The current President of the Senate is Stan Rosenberg , and the Speaker of the House is Robert DeLeo . Democrats hold super-majorities in both chambers.

State Senators and Representatives both serve two-year terms.

CONTENTS

* 1 House of Representatives * 2 Senate * 3 Legislative procedure * 4 See also * 5 References * 6 Further reading * 7 External links

HOUSE OF REPRESENTATIVES

Main article: Massachusetts House of Representatives
Massachusetts House of Representatives

Each Representative represents about 40,000 residents. Representative districts are named for the primary county in which they are located, and tend to stay within one county, although some districts contain portions of adjacent counties. The current composition of the House is 126 Democrats and 34 Republicans.

SENATE

Main article: Massachusetts Senate

There are 40 senatorial districts in Massachusetts, named for the counties in which they are located. The current composition of the Senate is 34 Democrats and 6 Republicans .

LEGISLATIVE PROCEDURE

The General Court is responsible for enacting laws in the state. The two legislative branches work concurrently on pending laws brought before them.

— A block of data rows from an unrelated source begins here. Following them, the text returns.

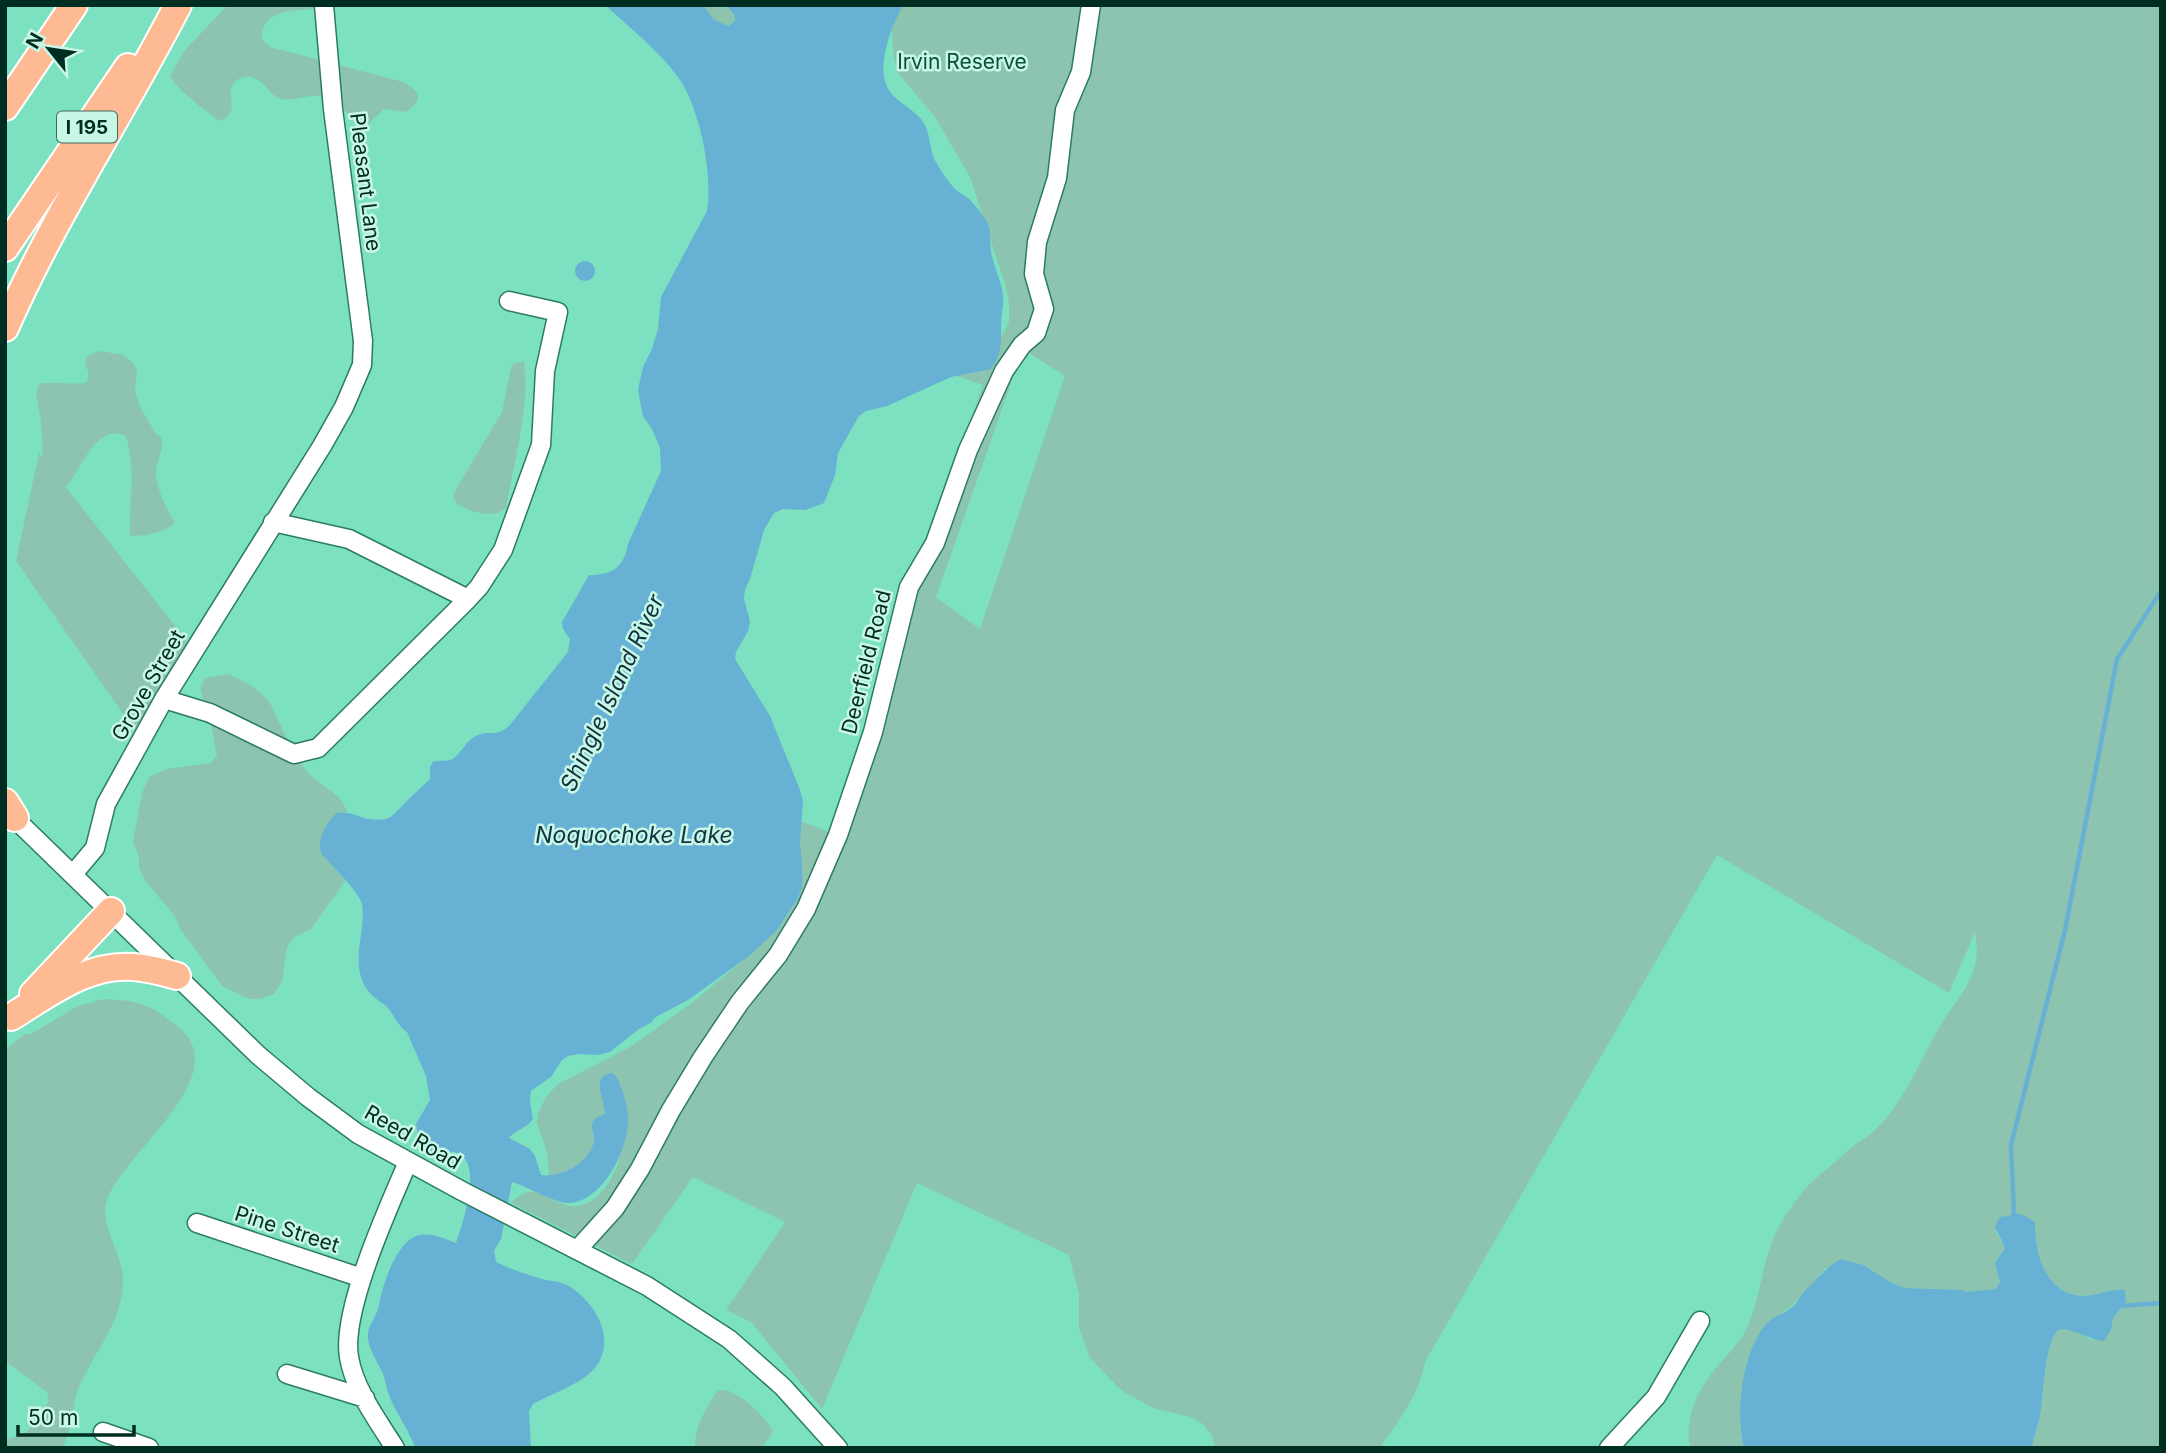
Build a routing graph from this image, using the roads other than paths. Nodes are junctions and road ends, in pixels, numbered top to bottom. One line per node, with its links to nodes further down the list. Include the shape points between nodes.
1 (74, 5): 6 (highway); 7 (highway)
2 (169, 5): 8 (highway, I 195)
3 (178, 5): 10 (highway, via 47,241)
4 (324, 5): 11 (street, Pleasant Lane, via 363,341)
5 (1091, 5): 22 (street, Deerfield Road, via 1081,72 1065,110 1057,178 1037,242 1034,274 1044,309 1036,333 1004,371 968,450 935,542 909,587 873,732 838,835 806,909 778,955 703,1057 615,1208)
6 (5, 77)
7 (5, 107)
8 (5, 248)
9 (509, 301): 13 (street, via 558,312 545,371 541,444 503,550)
10 (5, 328)
11 (362, 365): 12 (street, Grove Street, via 344,407)
12 (273, 522): 13 (street, via 349,540); 14 (street, Grove Street)
13 (468, 599): 14 (street, via 318,748 294,754 210,713)
14 (164, 699): 16 (street, Grove Street, via 106,804 95,848)
15 (9, 810): 16 (street, Reed Road)
16 (74, 873): 17 (street, Reed Road)
17 (111, 911): 18 (street, Reed Road); 19 (highway)
18 (177, 976): 19 (highway, via 137,967 104,968 78,978); 20 (street, Reed Road, via 308,1097 358,1134)
19 (8, 1020)
20 (408, 1162): 22 (street, Reed Road); 23 (street)
21 (197, 1223): 23 (street, Pine Street)
22 (577, 1250): 30 (street, Reed Road, via 647,1286 729,1339 783,1387)
23 (362, 1278): 26 (street, via 347,1340 349,1359)
24 (1700, 1321): 31 (street, via 1656,1397)
25 (287, 1374): 26 (street)
26 (365, 1398): 29 (street)
27 (103, 1432): 28 (street)
28 (149, 1448)
29 (395, 1448)
30 (838, 1448)
31 (1609, 1448)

Lawmaking begins in the House or Senate Clerk's office where petitions , bills , and resolves are filed and recorded in a docket book. The clerks number the bills and assign them to appropriate joint committees. There are 26 of these committees, each responsible for studying the bills which pertain to a specific area (i.e., taxation , education , health care , insurance , etc.). Each committee is composed of six senators and eleven representatives. The standing committees schedule public hearings for the individual bills, which afford citizens, legislators and lobbyists the opportunity to express their views. Committee members meet at a later time in executive session to review the public testimony and discuss the merits of each bill before making their recommendations to the full membership of the House or Senate. Note that the public may still observe "executive" sessions, but may not participate in these meetings. The committee then issues its report, recommending that a bill "ought to pass" or "ought not to pass" and the report is submitted to the Clerk's office.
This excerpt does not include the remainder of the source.